**Exercise objective**
Every line with "lane" in it must be copied from the data.

►

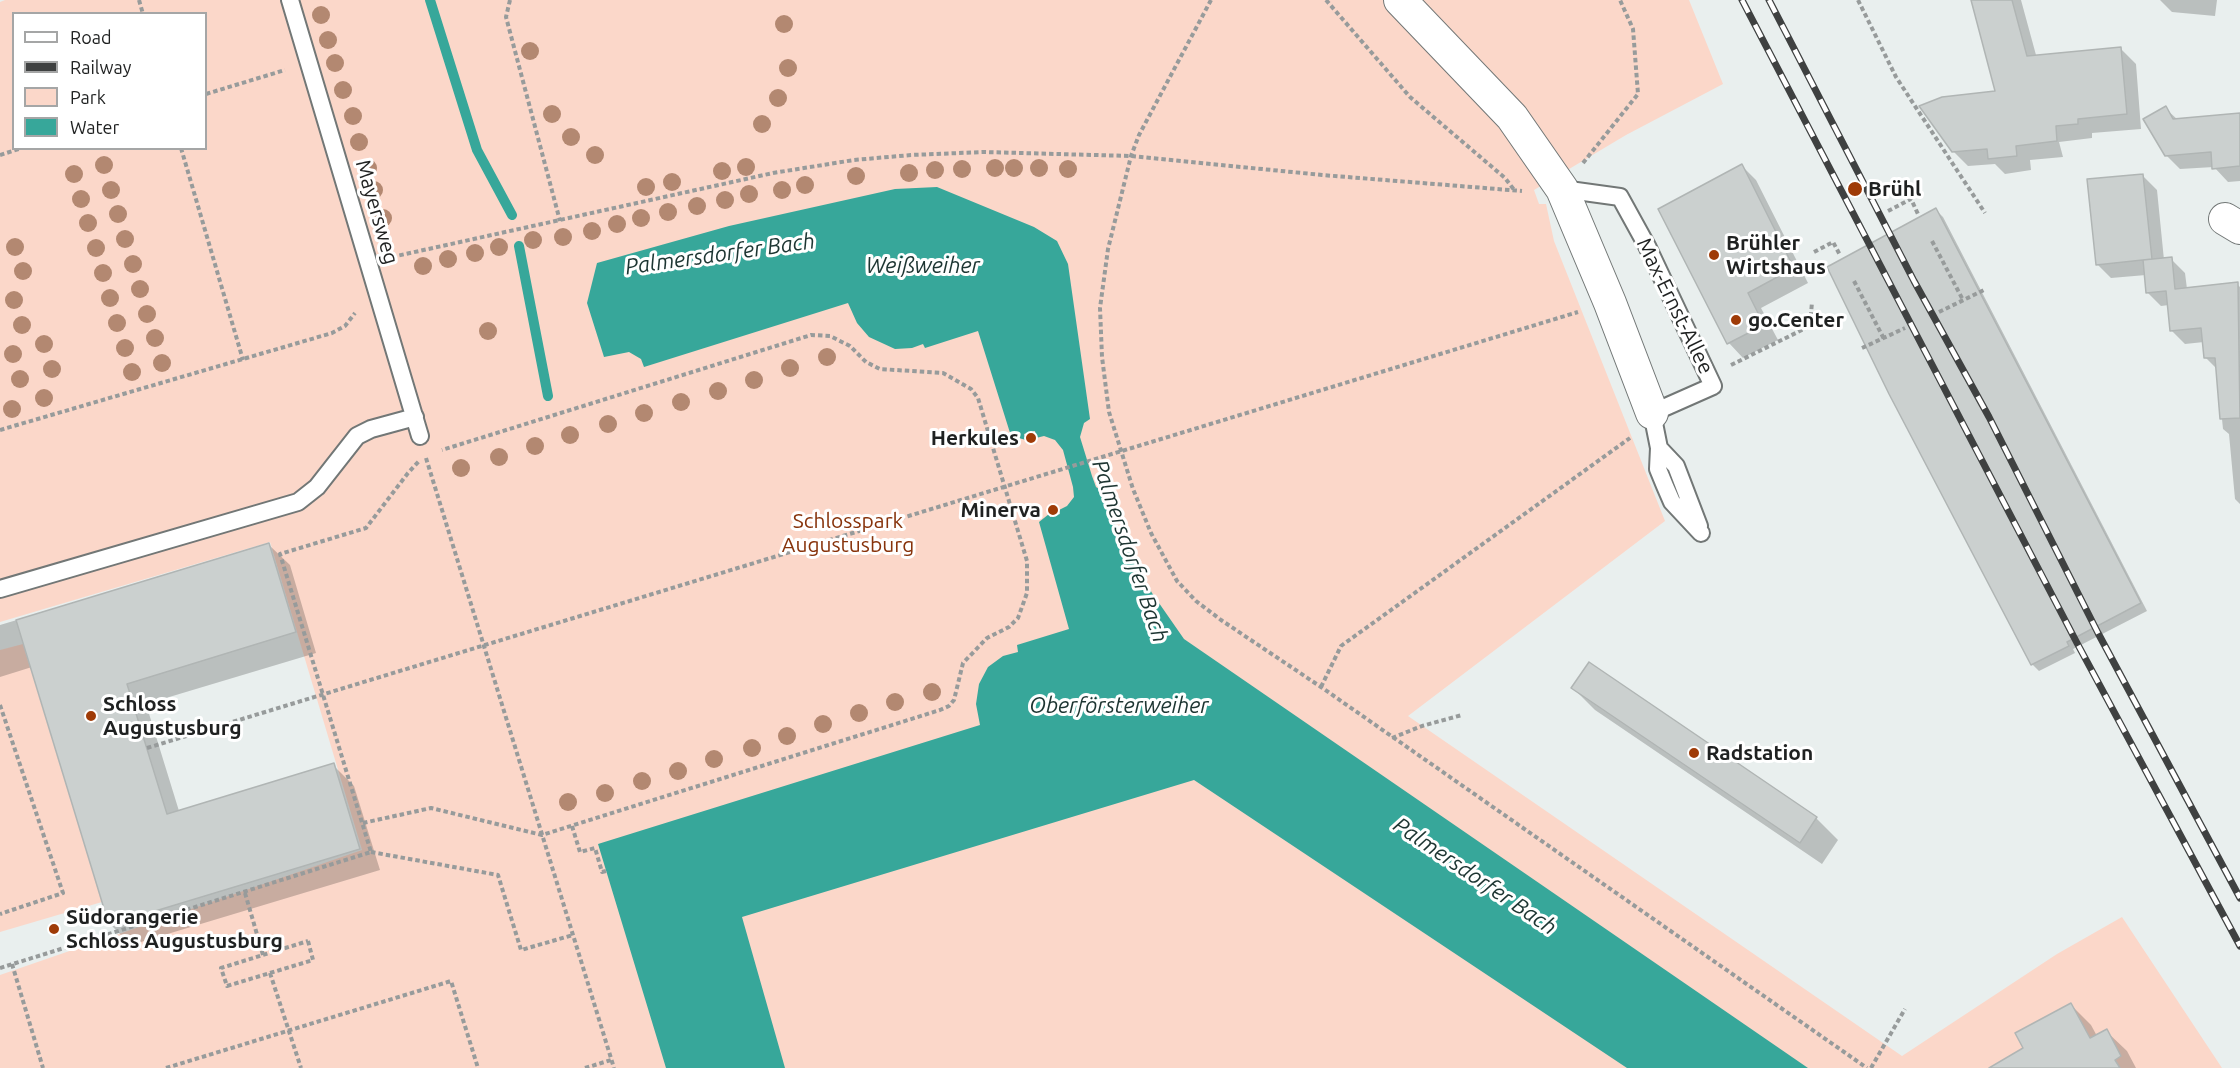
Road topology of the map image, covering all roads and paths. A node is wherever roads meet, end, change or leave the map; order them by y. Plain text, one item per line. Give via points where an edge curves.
1 (290, 0) edge
2 (510, 0) edge
3 (1211, 0) edge
4 (1326, 0) edge
5 (1400, 0) edge
6 (1620, 0) edge
7 (1858, 0) edge
8 (310, 63) junction
9 (207, 94) edge
10 (16, 150) edge
11 (182, 150) edge
12 (0, 155) edge
13 (1131, 156) junction
14 (1562, 189) junction
15 (1516, 191) junction
16 (1888, 212) dead end
17 (1985, 213) dead end
18 (1918, 214) dead end
19 (560, 221) junction
20 (1932, 242) dead end
21 (1814, 252) dead end
22 (1840, 255) dead end
23 (369, 262) junction
24 (1854, 281) dead end
25 (1984, 290) dead end
26 (1963, 300) junction
27 (1812, 302) dead end
28 (1610, 303) junction
29 (1939, 312) dead end
30 (1905, 328) dead end
31 (1884, 339) junction
32 (1862, 348) dead end
33 (243, 360) junction
34 (1709, 376) junction
35 (1652, 413) junction
36 (415, 417) junction
37 (0, 430) edge
38 (420, 436) joint
39 (1631, 436) dead end
40 (1659, 448) dead end
41 (1120, 451) junction
42 (425, 455) junction
43 (1004, 487) junction
44 (0, 589) edge
45 (483, 645) junction
46 (1321, 687) junction
47 (322, 693) junction
48 (0, 705) edge
49 (1462, 715) dead end
50 (1391, 738) junction
51 (147, 748) dead end
52 (363, 824) junction
53 (572, 825) junction
54 (542, 835) junction
55 (370, 852) junction
56 (606, 871) dead end
57 (245, 893) junction
58 (0, 914) edge
59 (573, 934) junction
60 (263, 955) junction
61 (12, 964) junction
62 (0, 968) edge
63 (270, 973) junction
64 (1905, 1009) dead end
65 (289, 1031) junction
66 (611, 1060) junction
67 (44, 1068) edge
68 (166, 1068) edge
69 (301, 1068) edge
70 (478, 1068) edge
71 (585, 1068) edge
72 (614, 1068) edge
73 (1869, 1068) edge

1 - 8 lane, Mayersweg
2 - 19 path via 506,17
3 - 13 path
4 - 15 path via 1410,97
5 - 14 street via 1512,117
6 - 14 path via 1633,29 1638,94
7 - 17 path via 1896,76
8 - 9 path
8 - 23 lane, Mayersweg
10 - 12 path
11 - 33 path
13 - 15 path
13 - 19 path via 984,152 854,160 741,180
13 - 41 path via 1106,259 1100,308 1109,412
14 - 15 path
14 - 28 street
14 - 34 lane, Max-Ernst-Allee via 1620,197
16 - 18 path via 1911,199
19 - 23 path
20 - 26 path
21 - 22 path via 1833,242
23 - 33 path via 360,302 345,326
23 - 36 lane, Mayersweg
24 - 31 path
25 - 26 path
26 - 29 path
27 - 34 path via 1810,326
28 - 35 street
28 - 41 path
30 - 31 path
31 - 32 path
33 - 37 path
34 - 35 lane, Max-Ernst-Allee via 1713,386
35 - 40 lane
36 - 38 lane, Mayersweg
36 - 44 lane via 357,436 317,487 298,502
38 - 42 path
39 - 46 path via 1341,646
41 - 43 path
41 - 46 path via 1151,533 1178,581 1221,620
42 - 43 path via 820,335 840,340 880,369 934,371 971,389 982,409
42 - 45 path
42 - 47 path via 366,528 280,554
43 - 45 path
43 - 53 path via 1027,561 1024,606 1009,627 987,638 963,663 949,706
45 - 47 path
45 - 54 path
46 - 50 path
47 - 51 path
47 - 52 path
48 - 58 path via 63,893
49 - 50 path
50 - 73 path
52 - 54 path via 430,808
52 - 55 path
53 - 54 path
53 - 56 path via 580,852 595,848 602,872
54 - 59 path
55 - 57 path
55 - 59 path via 498,875 521,950
57 - 60 path
57 - 61 path
59 - 66 path
60 - 63 path via 221,968 227,986
60 - 63 path via 308,941 314,960
61 - 62 path
61 - 67 path
63 - 65 path
64 - 73 path
65 - 68 path
65 - 69 path
65 - 70 path via 451,981
66 - 71 path
66 - 72 path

◄

**Answer space**
1 - 8 lane, Mayersweg
8 - 23 lane, Mayersweg
14 - 34 lane, Max-Ernst-Allee via 1620,197
23 - 36 lane, Mayersweg
34 - 35 lane, Max-Ernst-Allee via 1713,386
35 - 40 lane
36 - 38 lane, Mayersweg
36 - 44 lane via 357,436 317,487 298,502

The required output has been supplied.